Collected data:
━━━━━━━━
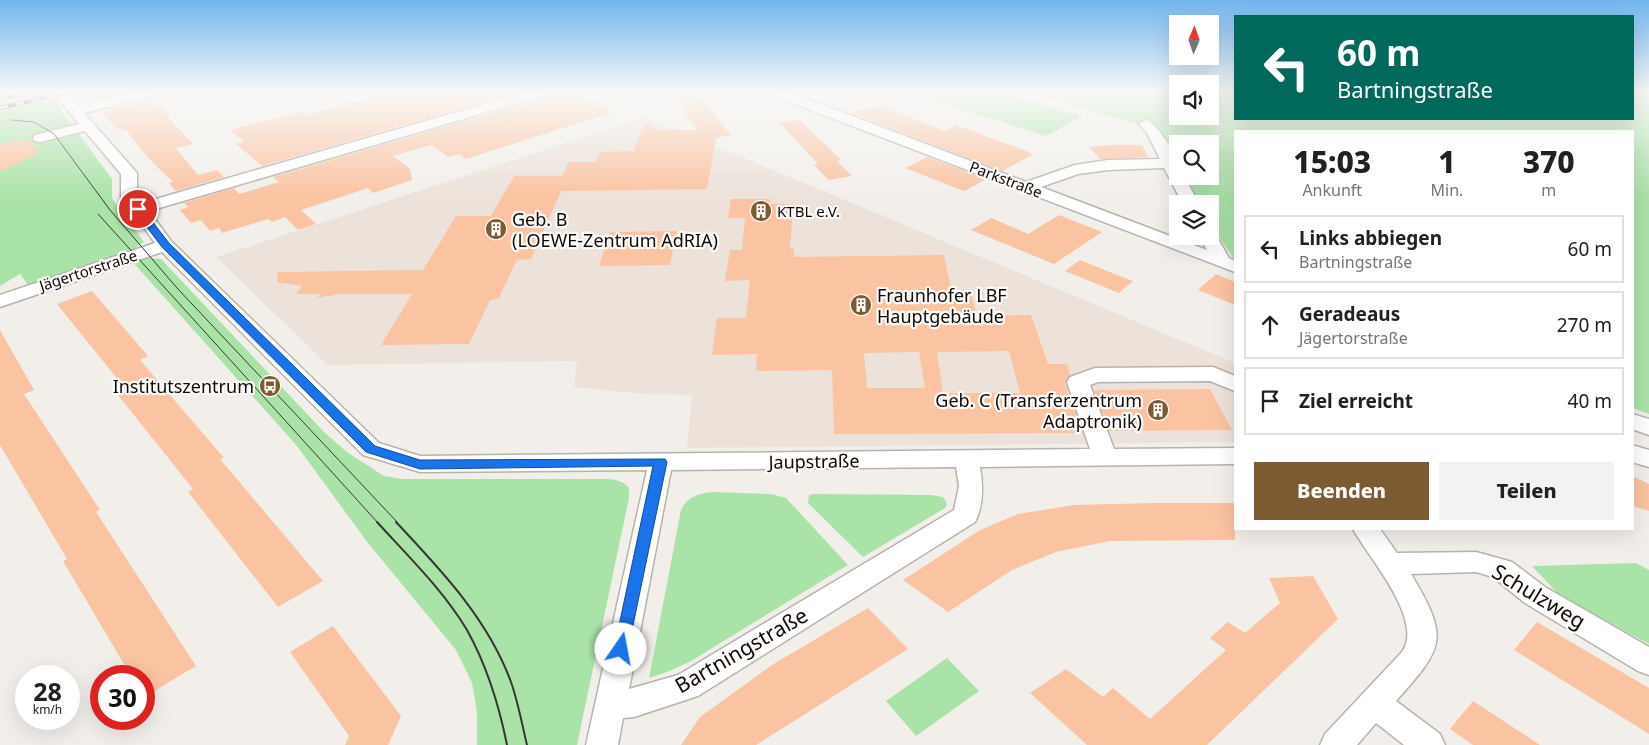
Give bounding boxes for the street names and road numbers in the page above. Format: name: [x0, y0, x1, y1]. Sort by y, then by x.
street label: Parkstraße: [967, 156, 1045, 202]
street label: Jägertorstraße: [35, 245, 140, 296]
street label: Jaupstraße: [766, 448, 860, 474]
street label: Schulzweg: [1487, 557, 1591, 635]
street label: Bartningstraße: [670, 601, 812, 699]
━━━━━━━━
■ PROBLEM STATEMENT
Give back the entries verbatim. Do not include any picture.

■ YOUR RESPONSE
Give bounding boxes for the street names and road numbers in the page above. Format: name: [x0, y0, x1, y1]. Sort by y, then by x.
street label: Parkstraße: [967, 156, 1045, 202]
street label: Jägertorstraße: [35, 245, 140, 296]
street label: Jaupstraße: [766, 448, 860, 474]
street label: Schulzweg: [1487, 557, 1591, 635]
street label: Bartningstraße: [670, 601, 812, 699]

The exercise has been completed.